What happens when your landlord passes away?
You’ll either be able to stay because the landlord decides to honor or renew your lease.
Or your new landlord decides to start fresh and cancels your lease and now you need to find a new place to live.
For 75-year-old Jane Sayner, it was neither of these options.
Jane Sayner has been living in St. Albans in Melbourne, Australia for 20+ years.
She rented a two-bedroom unit from St Albans multi-millionaire John Perrett for AUD$250 a week.
It was the same amount she had been paying since she moved into the house.
If she needed to move, she wouldn’t be able to afford another house.
She would either need to move in with her stepchildren or go back to work.
Jane had already been working at her last job for 25 years and she didn’t want to work anymore.

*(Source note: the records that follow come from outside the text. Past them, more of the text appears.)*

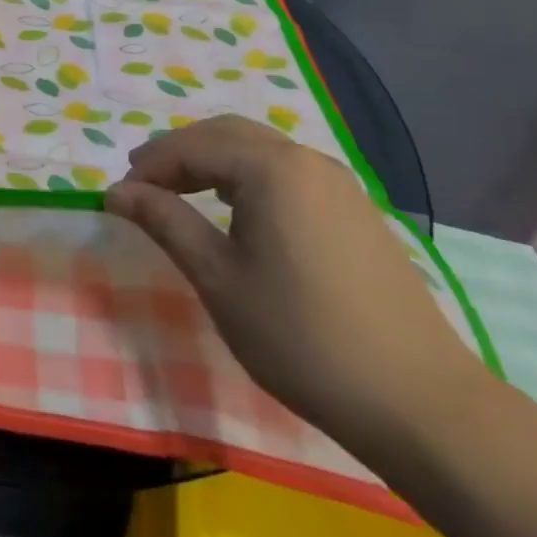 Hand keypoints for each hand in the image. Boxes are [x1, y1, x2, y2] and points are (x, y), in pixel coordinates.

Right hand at [105, 115, 486, 446]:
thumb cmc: (301, 336)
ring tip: (182, 193)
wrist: (419, 402)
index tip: (120, 193)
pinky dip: (249, 176)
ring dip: (214, 161)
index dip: (151, 165)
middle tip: (144, 183)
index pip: (193, 146)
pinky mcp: (357, 211)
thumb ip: (165, 222)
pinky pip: (288, 172)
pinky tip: (239, 210)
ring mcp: (339, 183)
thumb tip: (117, 191)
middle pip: (227, 133)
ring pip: (260, 149)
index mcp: (271, 167)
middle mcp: (306, 159)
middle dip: (180, 152)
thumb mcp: (218, 279) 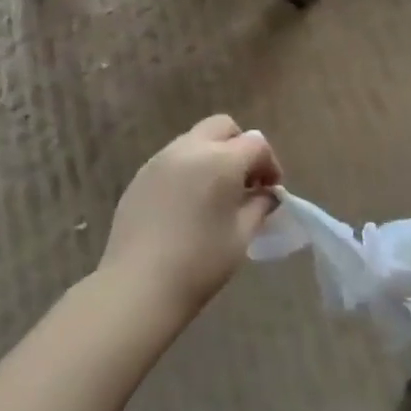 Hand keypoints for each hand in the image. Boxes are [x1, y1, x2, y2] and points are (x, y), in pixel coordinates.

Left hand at [100, 115, 282, 313]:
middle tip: (245, 182)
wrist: (139, 284)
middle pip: (222, 127)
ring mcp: (159, 160)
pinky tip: (187, 204)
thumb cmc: (200, 262)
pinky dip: (188, 169)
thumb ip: (259, 206)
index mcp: (220, 160)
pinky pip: (172, 159)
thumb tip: (267, 194)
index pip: (256, 143)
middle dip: (240, 146)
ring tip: (215, 194)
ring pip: (194, 140)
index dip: (270, 164)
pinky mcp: (140, 176)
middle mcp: (189, 149)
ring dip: (212, 156)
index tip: (271, 191)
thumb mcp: (242, 235) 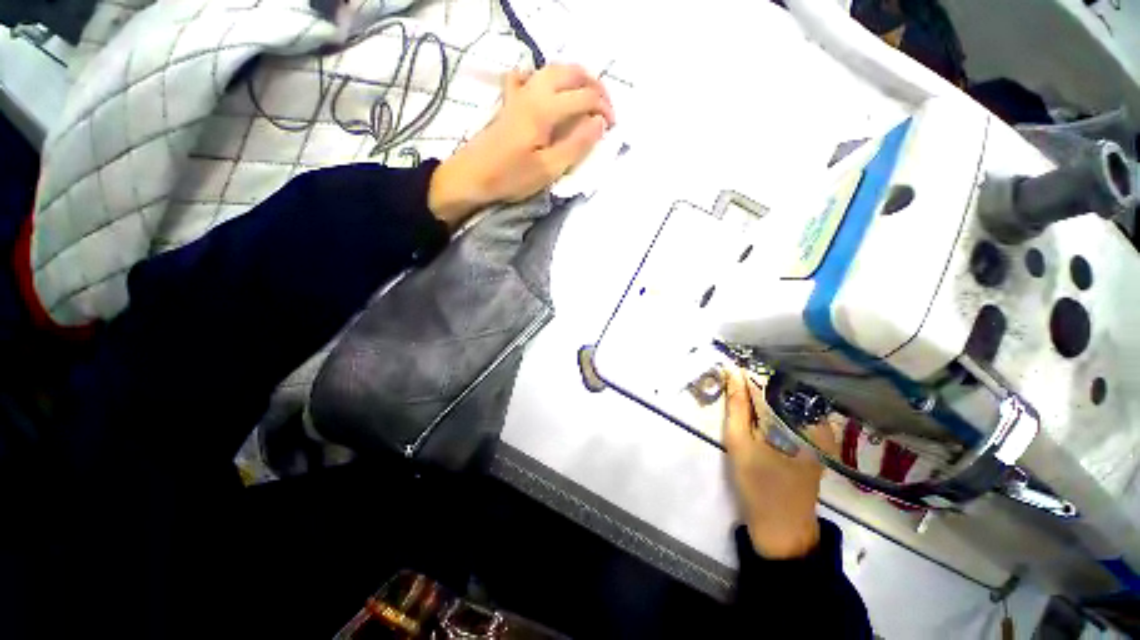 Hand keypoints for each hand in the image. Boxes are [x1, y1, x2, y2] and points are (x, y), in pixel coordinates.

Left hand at [428, 64, 615, 226]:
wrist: (473, 176)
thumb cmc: (511, 177)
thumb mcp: (549, 169)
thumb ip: (576, 145)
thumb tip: (599, 123)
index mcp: (545, 109)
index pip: (584, 96)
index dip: (604, 109)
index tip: (611, 128)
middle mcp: (534, 91)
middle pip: (571, 73)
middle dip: (594, 86)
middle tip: (605, 108)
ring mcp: (519, 93)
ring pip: (552, 69)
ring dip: (575, 78)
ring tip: (586, 97)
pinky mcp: (509, 101)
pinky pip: (527, 76)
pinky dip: (543, 77)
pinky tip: (546, 90)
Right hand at [723, 367, 837, 558]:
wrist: (782, 529)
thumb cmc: (759, 485)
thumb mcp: (739, 442)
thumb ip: (736, 405)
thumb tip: (731, 371)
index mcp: (804, 422)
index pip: (778, 383)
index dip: (754, 371)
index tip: (733, 364)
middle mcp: (820, 423)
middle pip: (786, 390)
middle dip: (759, 380)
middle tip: (733, 374)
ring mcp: (822, 434)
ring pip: (789, 401)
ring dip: (765, 393)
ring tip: (741, 388)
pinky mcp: (817, 443)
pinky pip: (793, 414)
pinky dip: (774, 406)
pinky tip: (757, 407) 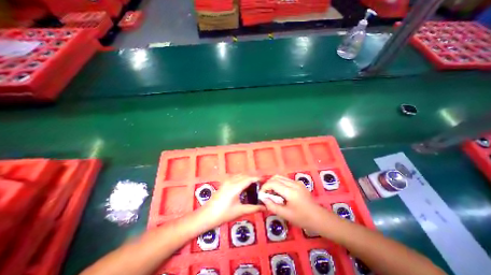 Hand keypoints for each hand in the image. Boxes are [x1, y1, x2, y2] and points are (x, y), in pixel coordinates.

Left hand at [202, 176, 266, 227]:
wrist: (206, 215)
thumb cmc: (223, 214)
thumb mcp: (240, 211)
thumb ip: (253, 208)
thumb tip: (265, 207)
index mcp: (235, 186)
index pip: (249, 178)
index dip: (258, 178)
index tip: (265, 181)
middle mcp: (231, 181)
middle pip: (245, 175)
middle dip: (253, 178)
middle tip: (261, 184)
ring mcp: (227, 181)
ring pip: (240, 175)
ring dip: (247, 177)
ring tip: (254, 184)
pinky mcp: (224, 183)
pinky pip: (235, 177)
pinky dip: (242, 178)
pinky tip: (244, 186)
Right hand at [260, 175, 328, 230]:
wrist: (319, 218)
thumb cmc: (302, 218)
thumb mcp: (285, 215)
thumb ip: (272, 206)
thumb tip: (263, 198)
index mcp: (290, 191)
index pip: (273, 183)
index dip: (265, 187)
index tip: (261, 194)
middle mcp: (293, 183)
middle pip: (276, 177)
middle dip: (268, 184)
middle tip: (266, 193)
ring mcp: (297, 182)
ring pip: (280, 177)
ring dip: (274, 183)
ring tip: (272, 193)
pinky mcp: (299, 183)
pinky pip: (285, 180)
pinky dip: (279, 183)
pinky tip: (280, 192) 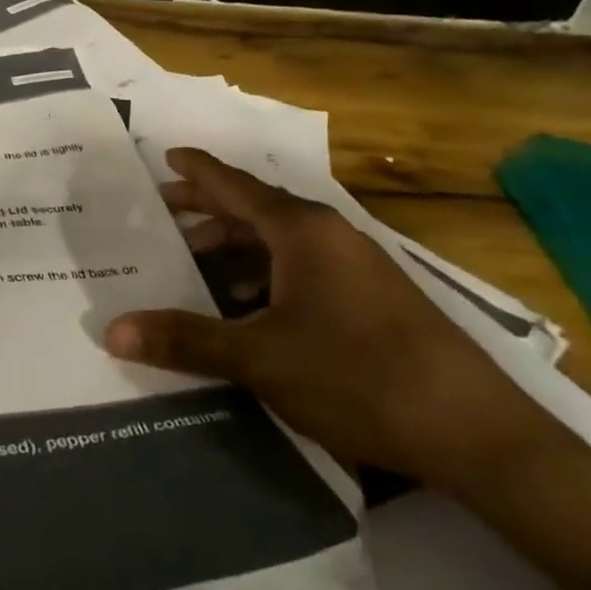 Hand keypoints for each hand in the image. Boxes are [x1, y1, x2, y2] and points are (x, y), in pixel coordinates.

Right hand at [103, 147, 558, 491]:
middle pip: (254, 210)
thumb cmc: (359, 376)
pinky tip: (245, 308)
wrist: (478, 434)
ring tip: (191, 264)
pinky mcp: (372, 299)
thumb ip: (186, 340)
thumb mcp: (260, 358)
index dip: (197, 170)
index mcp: (301, 231)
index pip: (235, 185)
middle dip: (206, 211)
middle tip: (160, 216)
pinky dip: (263, 276)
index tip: (165, 155)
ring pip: (278, 243)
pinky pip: (301, 269)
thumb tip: (112, 330)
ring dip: (233, 249)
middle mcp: (329, 236)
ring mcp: (356, 267) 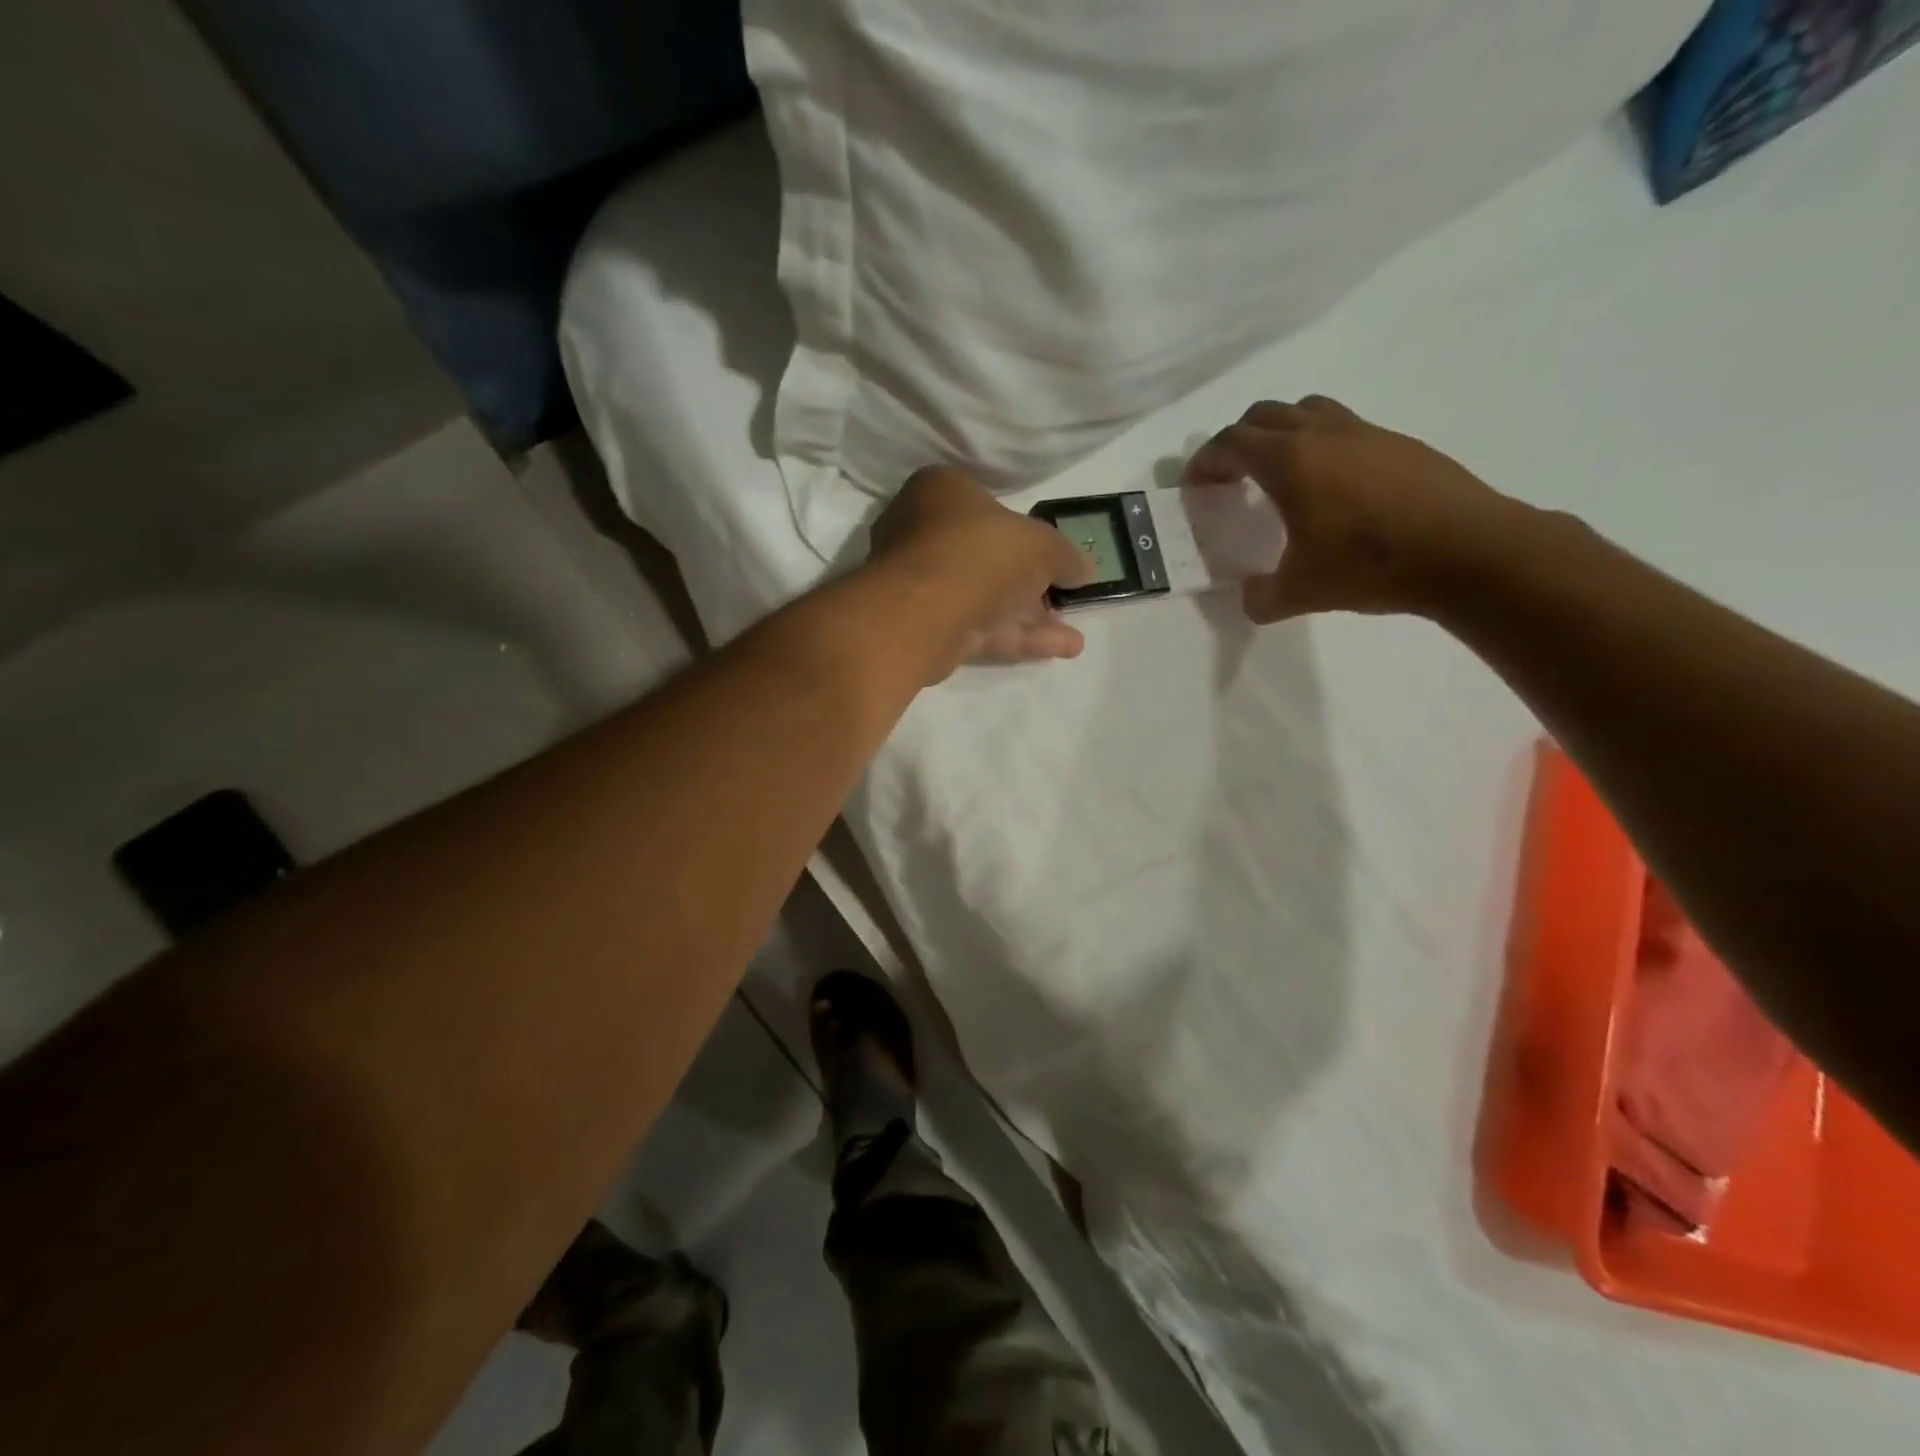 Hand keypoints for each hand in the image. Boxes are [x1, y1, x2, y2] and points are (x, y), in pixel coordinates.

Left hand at [868, 466, 1093, 669]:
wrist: (924, 613)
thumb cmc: (981, 552)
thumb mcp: (1041, 544)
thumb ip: (1065, 555)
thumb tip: (1084, 569)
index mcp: (941, 492)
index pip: (987, 505)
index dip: (1025, 530)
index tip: (1054, 554)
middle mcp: (924, 532)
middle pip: (988, 557)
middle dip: (1033, 583)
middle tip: (1065, 598)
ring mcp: (922, 584)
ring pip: (986, 598)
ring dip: (1032, 618)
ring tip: (1075, 636)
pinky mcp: (926, 627)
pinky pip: (980, 628)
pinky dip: (1019, 638)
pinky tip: (1062, 649)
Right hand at [1185, 396, 1524, 621]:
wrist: (1468, 550)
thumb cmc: (1370, 566)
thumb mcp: (1300, 593)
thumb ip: (1262, 596)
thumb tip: (1251, 596)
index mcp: (1290, 461)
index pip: (1231, 443)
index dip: (1205, 462)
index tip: (1196, 487)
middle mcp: (1323, 434)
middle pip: (1264, 415)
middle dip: (1238, 441)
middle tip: (1231, 477)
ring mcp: (1366, 432)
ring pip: (1308, 410)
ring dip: (1281, 433)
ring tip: (1279, 473)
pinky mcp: (1399, 443)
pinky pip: (1344, 428)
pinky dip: (1321, 445)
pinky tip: (1332, 488)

To go back because she needed to pay rent is a thought she doesn’t even want to think of.
Thankfully, she doesn’t have to.
In September 2020, her landlord, John Perrett, passed away.
He was a multimillionaire who was never married and didn’t have children.
However, he received a kidney transplant 30 years before his passing which extended his life.
John was grateful that he left a big part of his fortune, around AUD$18.6 million, to the Nephrology Department of the Royal Melbourne Hospital.
John had three more stipulations in his will.
One flat was sold for AUD$400,000 that was also left to the Royal Melbourne Hospital.
Two properties were left to two long-term tenants, which included Jane.
Yes, John left the two-bedroom unit to Jane, who is now the owner of the house she used to rent.
She could not believe it.
Although, it wasn’t the first time Jane heard about this.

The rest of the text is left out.